→ **Try it**
Reproduce each line of the entries that carries "page".

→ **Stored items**
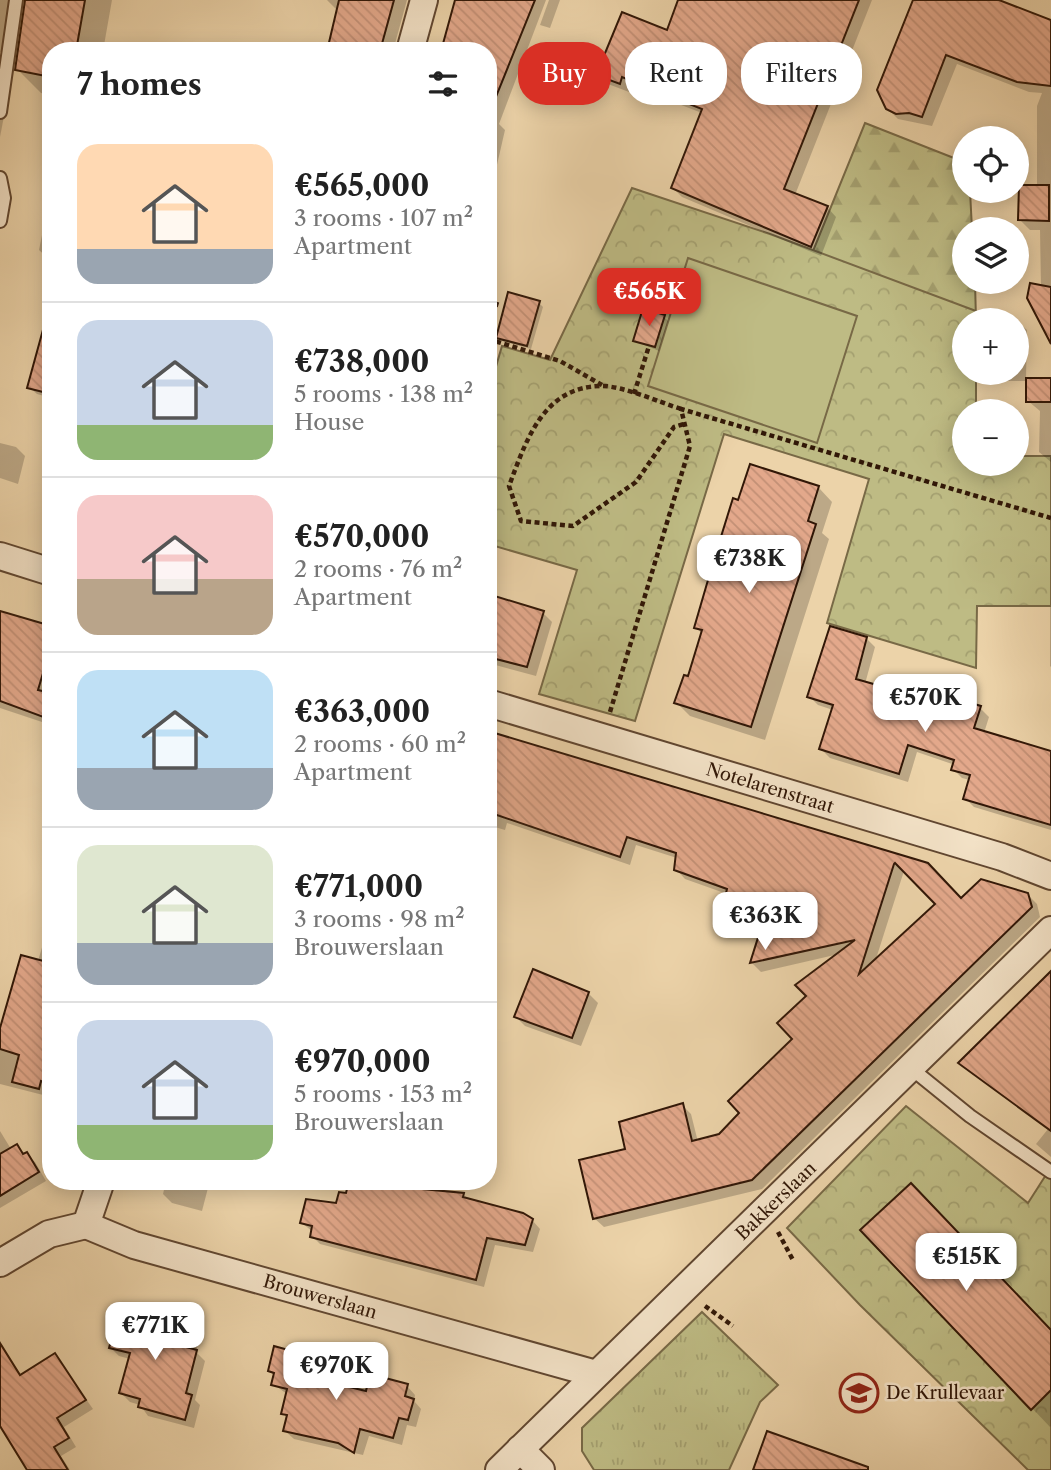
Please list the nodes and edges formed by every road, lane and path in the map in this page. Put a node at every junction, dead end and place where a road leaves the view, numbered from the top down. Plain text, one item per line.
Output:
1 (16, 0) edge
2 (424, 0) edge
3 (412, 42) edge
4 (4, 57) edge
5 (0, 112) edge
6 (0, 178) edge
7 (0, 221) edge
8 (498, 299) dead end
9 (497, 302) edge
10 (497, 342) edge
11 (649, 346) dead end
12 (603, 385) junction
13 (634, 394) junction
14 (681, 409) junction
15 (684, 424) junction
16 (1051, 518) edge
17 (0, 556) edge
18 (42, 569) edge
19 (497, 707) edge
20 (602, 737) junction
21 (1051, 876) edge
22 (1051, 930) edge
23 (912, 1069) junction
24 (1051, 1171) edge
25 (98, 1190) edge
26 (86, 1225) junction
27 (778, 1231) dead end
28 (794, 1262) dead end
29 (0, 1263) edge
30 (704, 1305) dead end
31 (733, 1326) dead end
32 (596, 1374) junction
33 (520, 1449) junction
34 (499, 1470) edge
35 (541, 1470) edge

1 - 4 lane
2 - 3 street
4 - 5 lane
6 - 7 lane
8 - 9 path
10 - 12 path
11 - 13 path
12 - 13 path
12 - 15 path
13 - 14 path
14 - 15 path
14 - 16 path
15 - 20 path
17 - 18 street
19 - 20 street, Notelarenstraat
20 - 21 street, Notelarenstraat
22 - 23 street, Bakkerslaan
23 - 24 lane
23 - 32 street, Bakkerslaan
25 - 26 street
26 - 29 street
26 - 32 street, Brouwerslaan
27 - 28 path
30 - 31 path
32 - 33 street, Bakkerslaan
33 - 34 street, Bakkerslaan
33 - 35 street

---

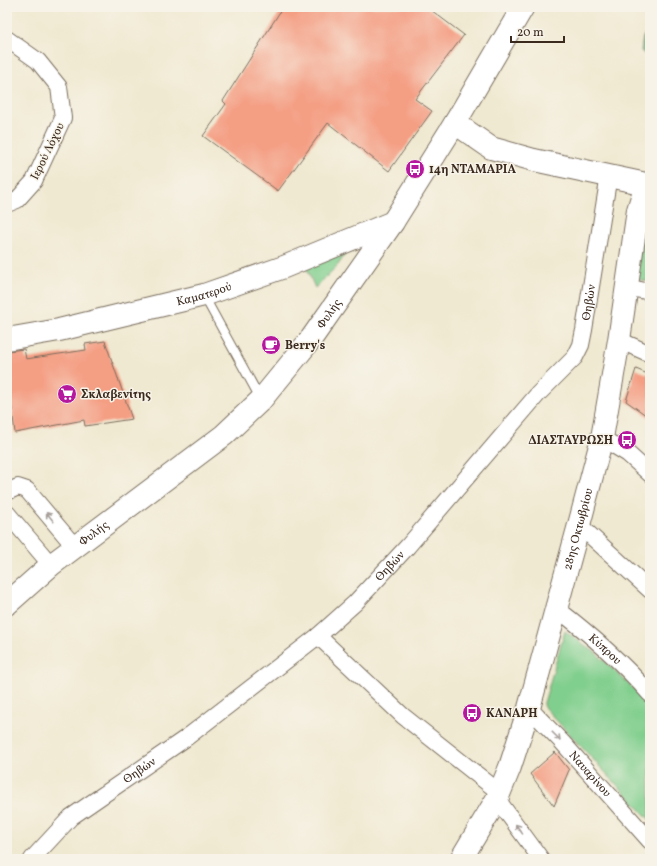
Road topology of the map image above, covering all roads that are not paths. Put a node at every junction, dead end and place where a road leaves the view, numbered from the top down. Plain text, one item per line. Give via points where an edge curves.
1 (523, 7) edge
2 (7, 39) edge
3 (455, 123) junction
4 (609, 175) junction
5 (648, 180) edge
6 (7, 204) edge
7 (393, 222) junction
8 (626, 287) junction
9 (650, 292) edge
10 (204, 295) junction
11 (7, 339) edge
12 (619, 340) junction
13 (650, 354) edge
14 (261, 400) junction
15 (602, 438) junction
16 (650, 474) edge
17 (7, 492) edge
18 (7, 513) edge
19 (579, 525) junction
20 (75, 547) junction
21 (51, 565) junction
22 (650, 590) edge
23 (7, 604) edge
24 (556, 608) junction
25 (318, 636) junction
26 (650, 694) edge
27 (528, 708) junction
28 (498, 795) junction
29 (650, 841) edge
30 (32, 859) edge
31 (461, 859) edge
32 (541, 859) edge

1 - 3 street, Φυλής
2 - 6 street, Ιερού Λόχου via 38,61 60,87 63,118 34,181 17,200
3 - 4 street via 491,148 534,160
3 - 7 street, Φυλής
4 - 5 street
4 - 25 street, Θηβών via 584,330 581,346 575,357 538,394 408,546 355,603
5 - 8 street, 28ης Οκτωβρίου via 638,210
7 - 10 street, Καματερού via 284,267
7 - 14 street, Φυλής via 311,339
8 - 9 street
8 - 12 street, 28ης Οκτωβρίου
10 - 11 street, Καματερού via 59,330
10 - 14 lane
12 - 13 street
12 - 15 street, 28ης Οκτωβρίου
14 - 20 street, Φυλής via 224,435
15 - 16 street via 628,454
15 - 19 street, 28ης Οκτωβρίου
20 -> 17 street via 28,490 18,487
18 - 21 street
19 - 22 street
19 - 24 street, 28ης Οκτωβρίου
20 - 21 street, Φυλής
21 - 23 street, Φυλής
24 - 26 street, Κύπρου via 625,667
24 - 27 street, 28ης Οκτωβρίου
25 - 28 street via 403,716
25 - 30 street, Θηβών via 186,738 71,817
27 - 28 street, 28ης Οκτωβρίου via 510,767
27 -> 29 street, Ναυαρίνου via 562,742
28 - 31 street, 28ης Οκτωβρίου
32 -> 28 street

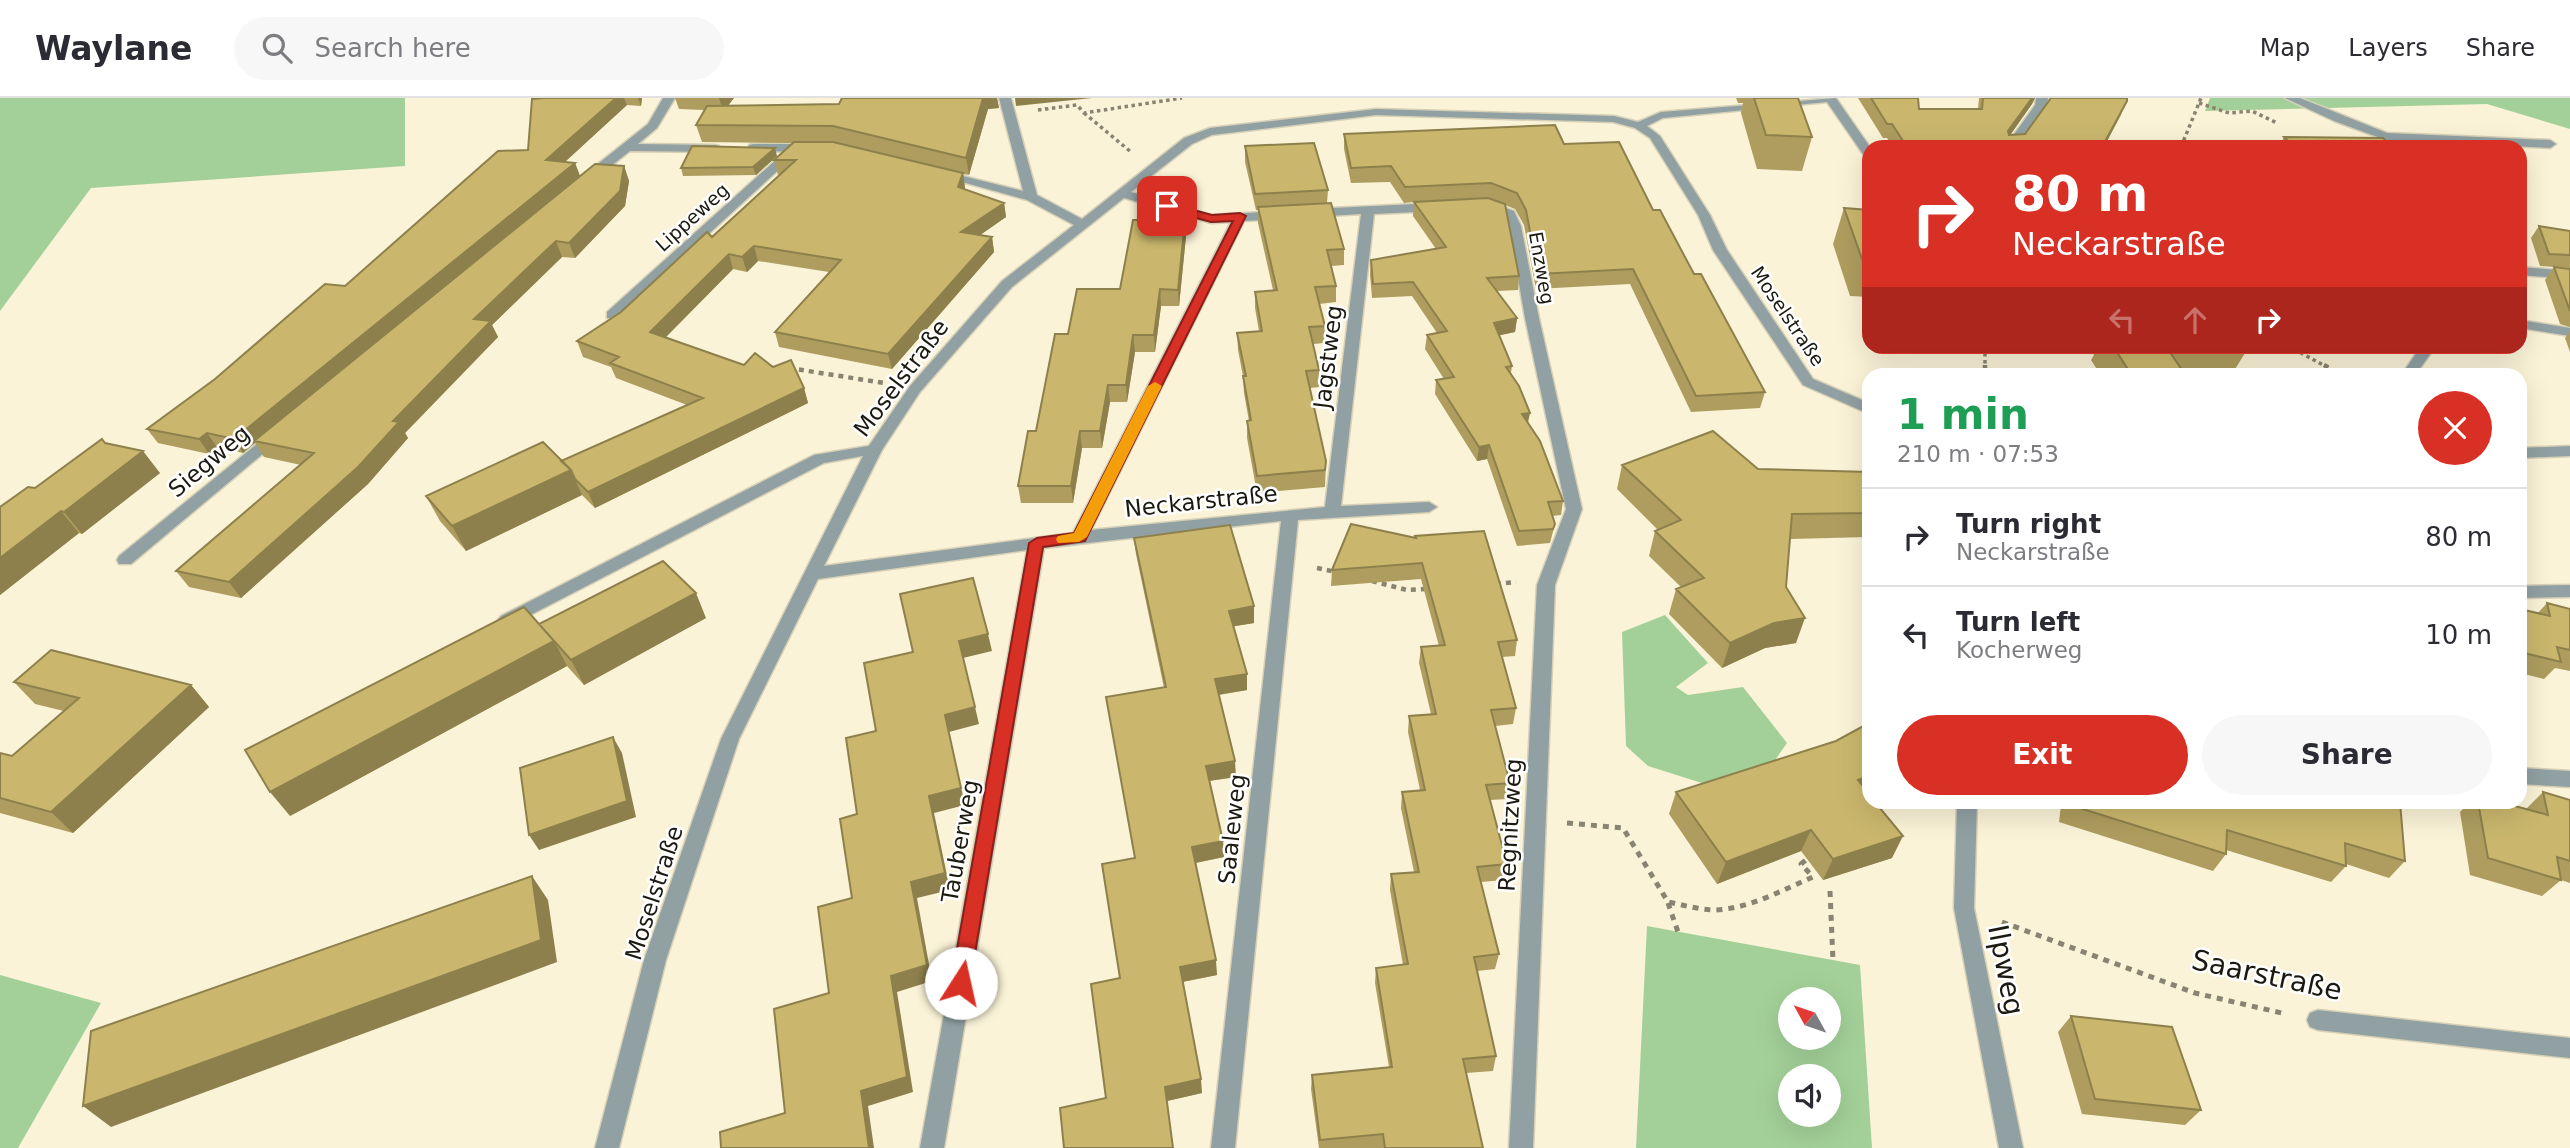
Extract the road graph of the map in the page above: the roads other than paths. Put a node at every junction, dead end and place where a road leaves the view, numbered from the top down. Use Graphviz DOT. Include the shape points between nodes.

→ **Expected answer**
Please list the nodes and edges formed by every road, lane and path in the map in this page. Put a node at every junction, dead end and place where a road leaves the view, numbered from the top down. Plain text, one item per line.
Extract the road graph of the map in the page above: the roads other than paths. Put a node at every junction, dead end and place where a road leaves the view, numbered from the top down. Use Graphviz DOT. Include the shape points between nodes.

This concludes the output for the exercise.